# Task goal
How many lines in the entries below contain the word "hidden"? Answer with the number and nothing else.
(Beginning of Available records)
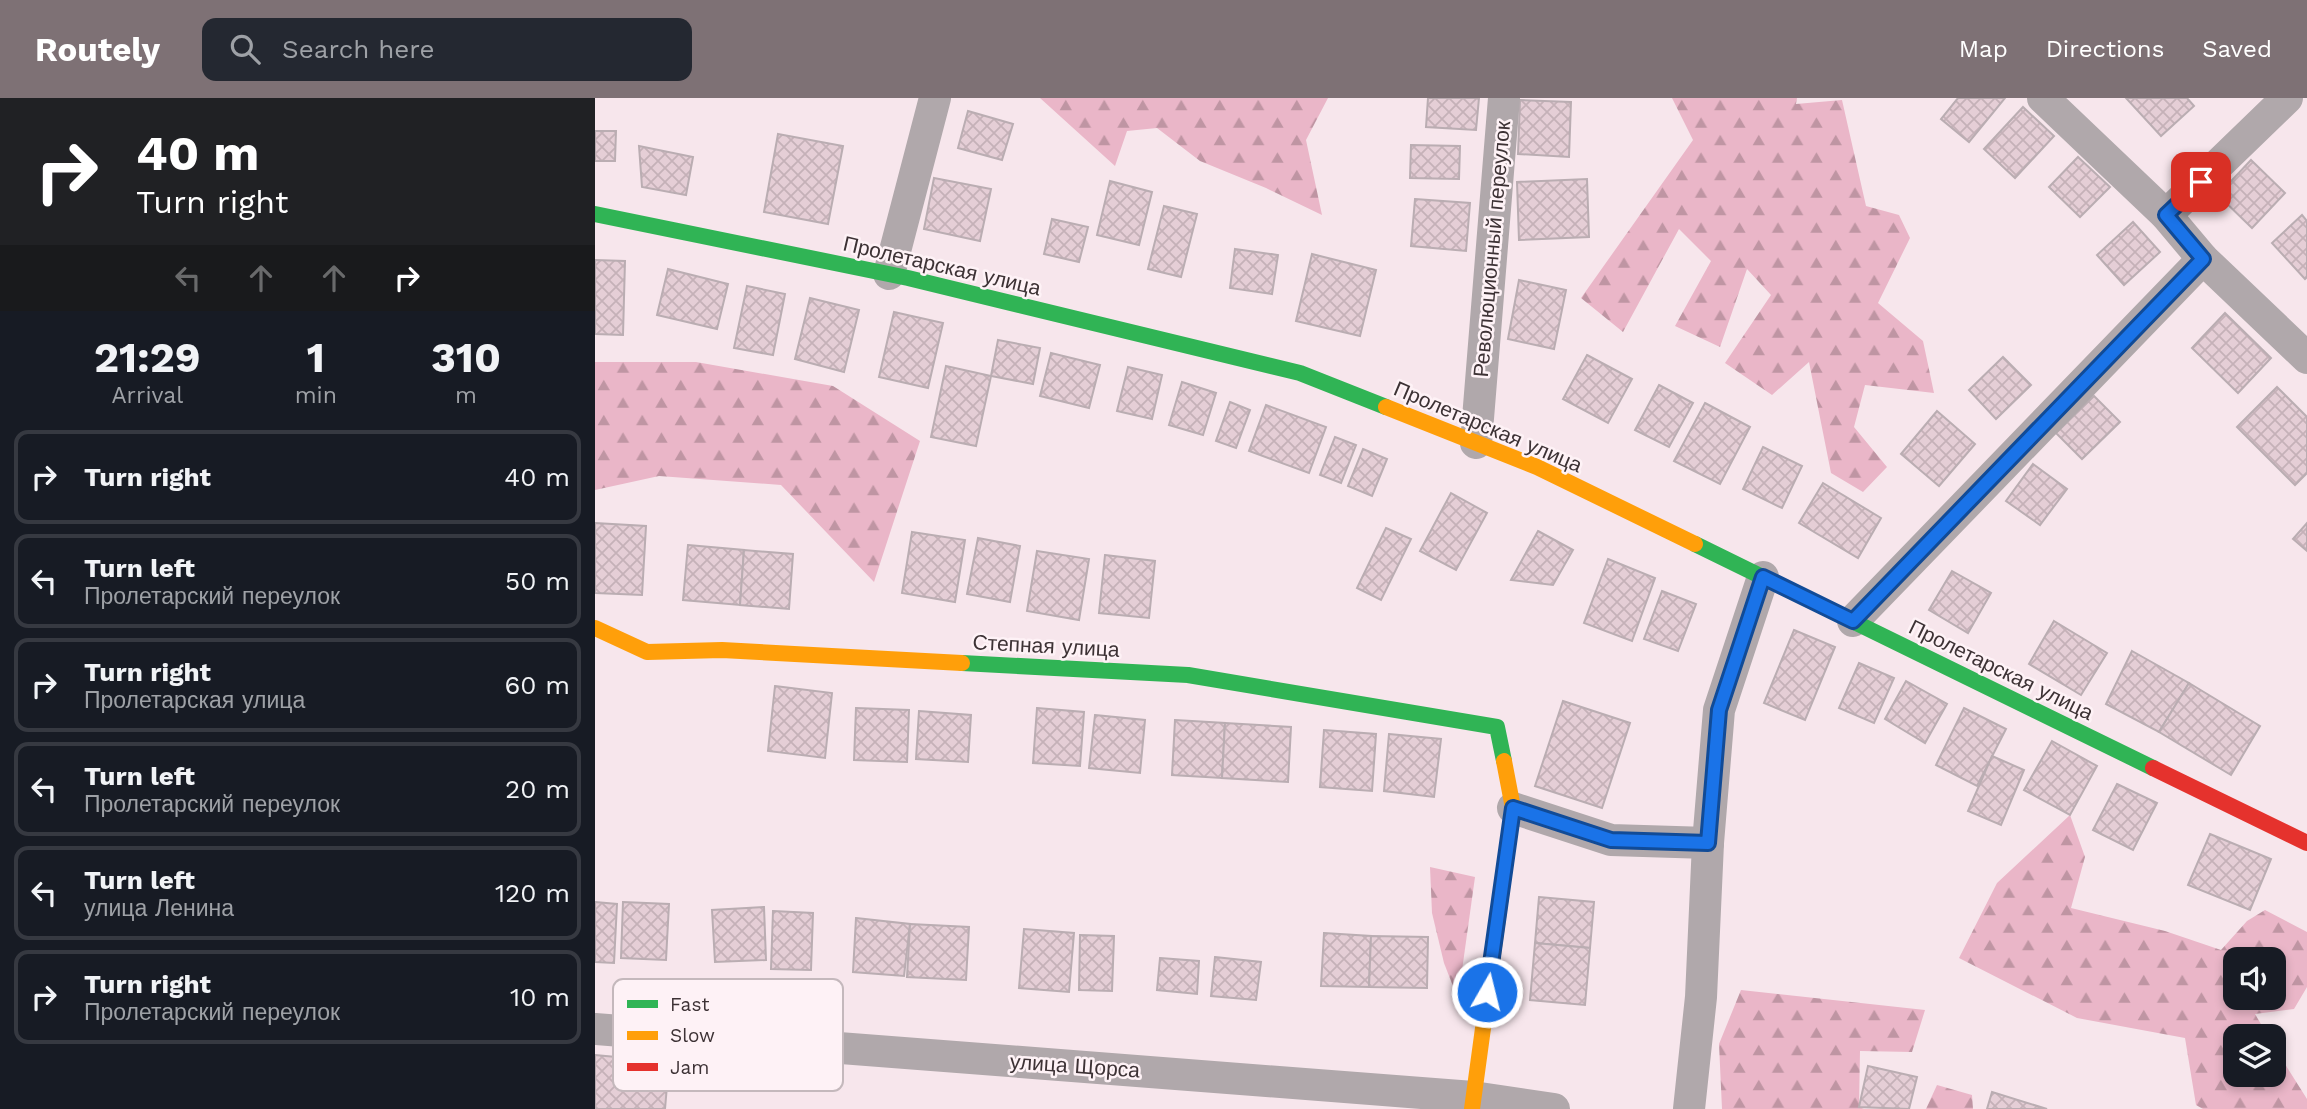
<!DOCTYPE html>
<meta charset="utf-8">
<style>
body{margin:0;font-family:"Work Sans",sans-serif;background:#242831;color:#f1f3f6;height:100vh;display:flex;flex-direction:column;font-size:26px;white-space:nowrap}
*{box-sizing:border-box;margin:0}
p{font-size:23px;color:#9ea1a6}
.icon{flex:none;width:38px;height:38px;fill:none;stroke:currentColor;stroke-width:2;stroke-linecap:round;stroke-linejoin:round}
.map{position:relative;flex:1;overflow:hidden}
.sheet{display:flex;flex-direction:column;background:#171b24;width:595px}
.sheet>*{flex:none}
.top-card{background:#202124;color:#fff;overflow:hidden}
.buttons{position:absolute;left:1628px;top:849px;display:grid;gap:14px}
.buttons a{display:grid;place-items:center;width:63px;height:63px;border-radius:14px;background:#171b24;box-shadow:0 4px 10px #0003;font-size:35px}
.pin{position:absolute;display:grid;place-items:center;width:60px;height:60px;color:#fff;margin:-30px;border-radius:14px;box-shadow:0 4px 10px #0006}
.me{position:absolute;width:77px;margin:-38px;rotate:8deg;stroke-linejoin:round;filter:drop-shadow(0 0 5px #0008)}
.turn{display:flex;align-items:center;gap:24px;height:147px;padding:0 21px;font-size:32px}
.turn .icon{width:91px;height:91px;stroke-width:2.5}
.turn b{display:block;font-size:49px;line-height:60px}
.lanes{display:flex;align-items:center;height:66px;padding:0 21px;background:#0003;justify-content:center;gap:35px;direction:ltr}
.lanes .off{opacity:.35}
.eta{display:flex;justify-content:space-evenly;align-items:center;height:119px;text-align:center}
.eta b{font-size:42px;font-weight:700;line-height:49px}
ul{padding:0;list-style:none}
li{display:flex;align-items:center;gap:21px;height:94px;margin:0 14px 10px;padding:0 7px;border:4px solid #363941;border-radius:14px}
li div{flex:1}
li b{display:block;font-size:26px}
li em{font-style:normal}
header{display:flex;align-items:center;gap:42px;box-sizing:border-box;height:98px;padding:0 35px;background:#7e7175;color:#fff}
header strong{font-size:33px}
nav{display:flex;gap:38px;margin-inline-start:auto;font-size:24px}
.search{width:490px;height:63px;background:#242831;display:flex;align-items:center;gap:18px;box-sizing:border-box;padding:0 24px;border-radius:14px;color:#9ea1a6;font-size:26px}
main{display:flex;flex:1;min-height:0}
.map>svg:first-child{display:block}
</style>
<header>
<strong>Routely</strong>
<div class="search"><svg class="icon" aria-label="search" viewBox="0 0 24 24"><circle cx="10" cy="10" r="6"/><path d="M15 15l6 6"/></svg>Search here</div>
<nav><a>Map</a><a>Directions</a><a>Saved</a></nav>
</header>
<main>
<section class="sheet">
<div class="top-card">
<div class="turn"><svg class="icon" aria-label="right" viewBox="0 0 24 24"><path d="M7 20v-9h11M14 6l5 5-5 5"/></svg><div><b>40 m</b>Turn right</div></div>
<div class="lanes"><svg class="icon off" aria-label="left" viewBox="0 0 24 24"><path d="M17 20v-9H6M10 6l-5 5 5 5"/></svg><svg class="icon off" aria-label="ahead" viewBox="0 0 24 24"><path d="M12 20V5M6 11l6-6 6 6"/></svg><svg class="icon off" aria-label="ahead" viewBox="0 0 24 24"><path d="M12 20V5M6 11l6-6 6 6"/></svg><svg class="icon" aria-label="right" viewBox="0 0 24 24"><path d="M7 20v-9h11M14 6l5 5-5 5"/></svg></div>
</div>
<div class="eta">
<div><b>21:29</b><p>Arrival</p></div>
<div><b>1</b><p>min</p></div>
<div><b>310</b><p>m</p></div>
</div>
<ul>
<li><svg class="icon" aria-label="right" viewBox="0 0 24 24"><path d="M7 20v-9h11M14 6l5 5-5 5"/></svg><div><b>Turn right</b></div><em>40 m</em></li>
<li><svg class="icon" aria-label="left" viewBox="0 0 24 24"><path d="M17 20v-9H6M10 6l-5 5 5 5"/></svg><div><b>Turn left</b><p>Пролетарский переулок</p></div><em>50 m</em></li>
<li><svg class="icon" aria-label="right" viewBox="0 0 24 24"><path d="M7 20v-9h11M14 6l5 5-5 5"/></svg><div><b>Turn right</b><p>Пролетарская улица</p></div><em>60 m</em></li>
<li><svg class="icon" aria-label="left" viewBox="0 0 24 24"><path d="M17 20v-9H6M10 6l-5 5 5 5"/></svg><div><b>Turn left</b><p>Пролетарский переулок</p></div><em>20 m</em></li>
<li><svg class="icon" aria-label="left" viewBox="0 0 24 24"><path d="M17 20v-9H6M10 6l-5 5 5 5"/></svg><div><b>Turn left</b><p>улица Ленина</p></div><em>120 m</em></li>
<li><svg class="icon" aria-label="right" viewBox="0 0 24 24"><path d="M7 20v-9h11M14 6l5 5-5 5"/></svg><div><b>Turn right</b><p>Пролетарский переулок</p></div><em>10 m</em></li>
</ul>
</section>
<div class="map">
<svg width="1712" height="1011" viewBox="0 0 1712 1011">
<defs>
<pattern id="forest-firs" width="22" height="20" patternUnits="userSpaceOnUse" patternTransform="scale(1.75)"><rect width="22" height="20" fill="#eab6c8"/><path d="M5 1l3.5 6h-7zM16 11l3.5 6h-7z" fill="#bf95a3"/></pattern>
<pattern id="building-cross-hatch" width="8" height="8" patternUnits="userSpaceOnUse" patternTransform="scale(1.75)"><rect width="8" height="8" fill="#e5ced6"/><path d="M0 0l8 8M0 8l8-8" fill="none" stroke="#c5b1b8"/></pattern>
</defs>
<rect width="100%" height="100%" fill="#f7e6ec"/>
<!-- forest -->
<g fill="url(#forest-firs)" fill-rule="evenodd">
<polygon points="445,0 733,0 711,42 727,117 671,90 605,63 562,30 532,33 520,68"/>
<polygon points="1077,0 1202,0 1201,6 1247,2 1271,108 1304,117 1315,140 1283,205 1328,243 1339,295 1270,287 1259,329 1292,369 1268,394 1236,375 1214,264 1177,297 1130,265 1176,197 1152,171 1125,249 1080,228 1116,163 1084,131 1028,234 986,200 1098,42"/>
<polygon points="0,264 101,264 238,288 325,343 279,484 186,387 64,378 0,392"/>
<path d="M1475,717L1490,759L1476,810L1570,833L1626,852L1652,823L1670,812L1712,834V889L1699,911L1660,916L1673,938H1640V976H1678V947L1712,1001V1011H1608L1601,1007L1590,940L1482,920L1364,860L1402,785ZM1640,861H1678V900H1640Z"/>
<polygon points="835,769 880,779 863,901 849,865 837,815"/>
<polygon points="1146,892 1330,912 1317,954 1265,953 1264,1009 1269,1011 1127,1011 1124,946"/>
<polygon points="1342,987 1377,997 1378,1011 1331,1011"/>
</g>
<!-- building -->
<g fill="url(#building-cross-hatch)" stroke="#baadb2" stroke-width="2">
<polygon points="833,0 884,0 881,32 831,29"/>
<polygon points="1363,0 1410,0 1374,44 1346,21"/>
<polygon points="1531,0 1592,0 1599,8 1566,38"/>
<polygon points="925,2 976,4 974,59 923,56"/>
<polygon points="1428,9 1459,38 1420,80 1389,51"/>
<polygon points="373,13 418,26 407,62 363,50"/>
<polygon points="0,33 21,33 20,63 0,63"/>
<polygon points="183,36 248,48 233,126 169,114"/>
<polygon points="816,47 865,48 864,81 815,80"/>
<polygon points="44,48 98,59 91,97 47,89"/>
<polygon points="1483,59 1515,89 1485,119 1454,89"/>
<polygon points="1656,62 1690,95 1657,130 1623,97"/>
<polygon points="339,80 396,91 385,143 329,131"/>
<polygon points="992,81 994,139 924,142 922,84"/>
<polygon points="515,83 557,94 544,147 502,137"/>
<polygon points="820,101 875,105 871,153 816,148"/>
<polygon points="569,108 602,116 586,179 553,171"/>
<polygon points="1707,117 1712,123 1712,179 1710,181 1677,145"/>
<polygon points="457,121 493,129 484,164 449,156"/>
<polygon points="1538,124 1565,154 1529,187 1502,157"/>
<polygon points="640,151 683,157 677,196 635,190"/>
<polygon points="717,156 781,172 765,238 701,223"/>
<polygon points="0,162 30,163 28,237 0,236"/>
<polygon points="73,171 133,186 122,231 62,217"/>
<polygon points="924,182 971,192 959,251 913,241"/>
<polygon points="152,188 190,196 178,257 139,250"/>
<polygon points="215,200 264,212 249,274 200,261"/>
<polygon points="299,214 348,225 333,290 284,279"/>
<polygon points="1630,215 1676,260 1643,295 1597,250"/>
<polygon points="403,242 445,250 438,286 396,278"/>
<polygon points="456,255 505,267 494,310 445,298"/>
<polygon points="992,257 1037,281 1013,325 968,301"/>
<polygon points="1408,259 1436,287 1401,321 1374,292"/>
<polygon points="351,268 396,278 381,348 336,339"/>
<polygon points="533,269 567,277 557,321 522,313"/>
<polygon points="587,284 621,295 608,337 574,327"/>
<polygon points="1064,287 1098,305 1074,349 1040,332"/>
<polygon points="1682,289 1712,319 1712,375 1700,387 1642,329"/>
<polygon points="1499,298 1525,324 1487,361 1461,335"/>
<polygon points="635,304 655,312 641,350 621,343"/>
<polygon points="1110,305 1155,329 1125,386 1079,363"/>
<polygon points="671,307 731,329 714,375 654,353"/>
<polygon points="1342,313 1380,346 1344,388 1306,356"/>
<polygon points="740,339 761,347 746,385 725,377"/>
<polygon points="1168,349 1207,368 1187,410 1148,391"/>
<polygon points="768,351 792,361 777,398 753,388"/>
<polygon points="1438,366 1472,391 1445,427 1411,403"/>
<polygon points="1228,385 1286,420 1263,460 1204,425"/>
<polygon points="856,395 892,415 861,472 825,453"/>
<polygon points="0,425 51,428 47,497 0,495"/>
<polygon points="1712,425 1712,453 1698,441"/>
<polygon points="791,430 816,441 786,502 762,490"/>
<polygon points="943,433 978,452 958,487 916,482"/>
<polygon points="317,434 370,442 360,504 307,495"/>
<polygon points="383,440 425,448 415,504 372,496"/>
<polygon points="93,447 149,452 145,507 88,502"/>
<polygon points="149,452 198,456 194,511 145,507"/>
<polygon points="442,453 494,461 484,522 432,513"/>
<polygon points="510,457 560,463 554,520 504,515"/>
<polygon points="1013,461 1060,480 1037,543 989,525"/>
<polygon points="1357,473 1396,495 1373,535 1334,512"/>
<polygon points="1067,493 1101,506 1083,553 1049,541"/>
<polygon points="1459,523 1512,555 1486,597 1434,566"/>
<polygon points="1199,532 1240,549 1210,622 1169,605"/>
<polygon points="1537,553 1594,585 1564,634 1511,606"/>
<polygon points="1264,565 1299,580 1279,625 1244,610"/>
<polygon points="1311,583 1352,606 1330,645 1290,621"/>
<polygon points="1594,585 1665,628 1636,677 1564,634"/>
<polygon points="180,588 237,595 230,660 173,653"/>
<polygon points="968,603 1035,625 1007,710 940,688"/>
<polygon points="261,610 314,612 312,664 259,662"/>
<polygon points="442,610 489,614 485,668 438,665"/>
<polygon points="1369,610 1411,631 1382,688 1341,667"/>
<polygon points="324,613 376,617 373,664 321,661"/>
<polygon points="500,617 550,622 545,675 494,670"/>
<polygon points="580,622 630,625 627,680 577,677"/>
<polygon points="630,625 696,629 693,684 627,680"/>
<polygon points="729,632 781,636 777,693 725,689"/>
<polygon points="794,636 846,641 839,699 789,693"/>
<polygon points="1457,643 1502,668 1475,717 1429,692"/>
<polygon points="1397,658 1429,672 1406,727 1373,713"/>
<polygon points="1522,686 1562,705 1538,752 1498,732"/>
<polygon points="1615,736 1676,761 1655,812 1593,787"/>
<polygon points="944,799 999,804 995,850 940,845"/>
<polygon points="0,804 22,806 19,865 0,864"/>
<polygon points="28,804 74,806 71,862 26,860"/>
<polygon points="169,809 171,862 120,864 117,812"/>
<polygon points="178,813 218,815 216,872 176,871"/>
<polygon points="261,820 315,826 309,878 258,874"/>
<polygon points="315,826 374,829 371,882 312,879"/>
<polygon points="429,831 479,835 474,894 424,890"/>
<polygon points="729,835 776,838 774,889 726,888"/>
<polygon points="485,837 519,838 517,893 484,892"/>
<polygon points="776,838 833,839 832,890 774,889"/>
<polygon points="940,845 995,850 990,907 935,902"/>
<polygon points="620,859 666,864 661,902 616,898"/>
<polygon points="565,860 604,863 602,896 562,892"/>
<polygon points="0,957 74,964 70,1011 0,1011"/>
<polygon points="1273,968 1322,979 1314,1011 1264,1009"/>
<polygon points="1397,994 1452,1011 1392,1011"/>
</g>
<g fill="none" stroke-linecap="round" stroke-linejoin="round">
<!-- street -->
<g stroke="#b0a8ab" stroke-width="32">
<polyline points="1448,0 1571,117 1608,161 1712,260"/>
<polyline points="1571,117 1692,0"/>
<polyline points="294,176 340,0"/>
<polyline points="881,345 909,0"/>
<polyline points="1258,523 1608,161"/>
<polyline points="918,710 1016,742 1113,745"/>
<polyline points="0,931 878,999 959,1011"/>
<polyline points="1094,1011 1106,899 1113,745 1124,612 1168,479"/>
</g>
<!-- fast -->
<g stroke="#30b455" stroke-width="16">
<polyline points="0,116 313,180 705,275 791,309"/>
<polyline points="1100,446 1558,670"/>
<polyline points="367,565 593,577 902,629 909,663"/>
</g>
<!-- slow -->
<g stroke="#ff9f0a" stroke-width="16">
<polyline points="791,309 942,369 1100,446"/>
<polyline points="0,530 52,554 127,552 367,565"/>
<polyline points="877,1011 918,710 909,663"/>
</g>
<!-- jam -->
<polyline stroke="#e5322d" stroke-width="16" points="1558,670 1712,745"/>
</g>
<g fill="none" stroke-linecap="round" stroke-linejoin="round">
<!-- route casing -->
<g stroke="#114b97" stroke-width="18">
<polyline id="route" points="892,894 918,710 1016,742 1113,745 1124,612 1168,479 1258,523 1608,161 1571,117 1606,84"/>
</g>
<!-- route -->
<use href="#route" stroke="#1a73e8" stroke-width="12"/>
</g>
<g text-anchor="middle" stroke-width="5" stroke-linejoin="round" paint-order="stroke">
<!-- street labels -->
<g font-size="21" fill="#3d3235" stroke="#fef2f6">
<text transform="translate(897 151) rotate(-85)" y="7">Революционный переулок</text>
<text transform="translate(347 168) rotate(13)" y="7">Пролетарская улица</text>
<text transform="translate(893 329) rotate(23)" y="7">Пролетарская улица</text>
<text transform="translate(451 548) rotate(3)" y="7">Степная улица</text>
<text transform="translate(1406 572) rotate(26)" y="7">Пролетарская улица</text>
<text transform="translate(480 968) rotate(4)" y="7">улица Щорса</text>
</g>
</g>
<!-- legend -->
<rect x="18" y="881" width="230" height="112" rx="10" fill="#fef2f6" stroke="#c4b8bc" stroke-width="2"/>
<rect x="32" y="902" width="31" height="8" fill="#30b455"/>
<rect x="32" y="933" width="31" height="9" fill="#ff9f0a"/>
<rect x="32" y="965" width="31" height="8" fill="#e5322d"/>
<g font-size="19" fill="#3d3235">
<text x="75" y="913">Fast</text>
<text x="75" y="944">Slow</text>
<text x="75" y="976">Jam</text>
</g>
</svg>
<div class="buttons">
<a><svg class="icon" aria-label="sound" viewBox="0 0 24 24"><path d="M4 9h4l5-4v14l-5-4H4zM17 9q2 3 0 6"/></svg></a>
<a><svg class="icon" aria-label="layers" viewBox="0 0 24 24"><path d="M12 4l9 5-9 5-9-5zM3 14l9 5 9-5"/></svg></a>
</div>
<div class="pin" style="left:1606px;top:84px;background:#d93025"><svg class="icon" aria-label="arrive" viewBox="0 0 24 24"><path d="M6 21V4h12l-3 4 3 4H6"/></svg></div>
<svg class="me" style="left:892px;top:894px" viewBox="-20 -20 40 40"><circle r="17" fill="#1a73e8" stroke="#fff" stroke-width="3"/><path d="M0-11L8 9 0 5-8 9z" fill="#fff"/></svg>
</div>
</main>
(End of Available records)
# Written solution
2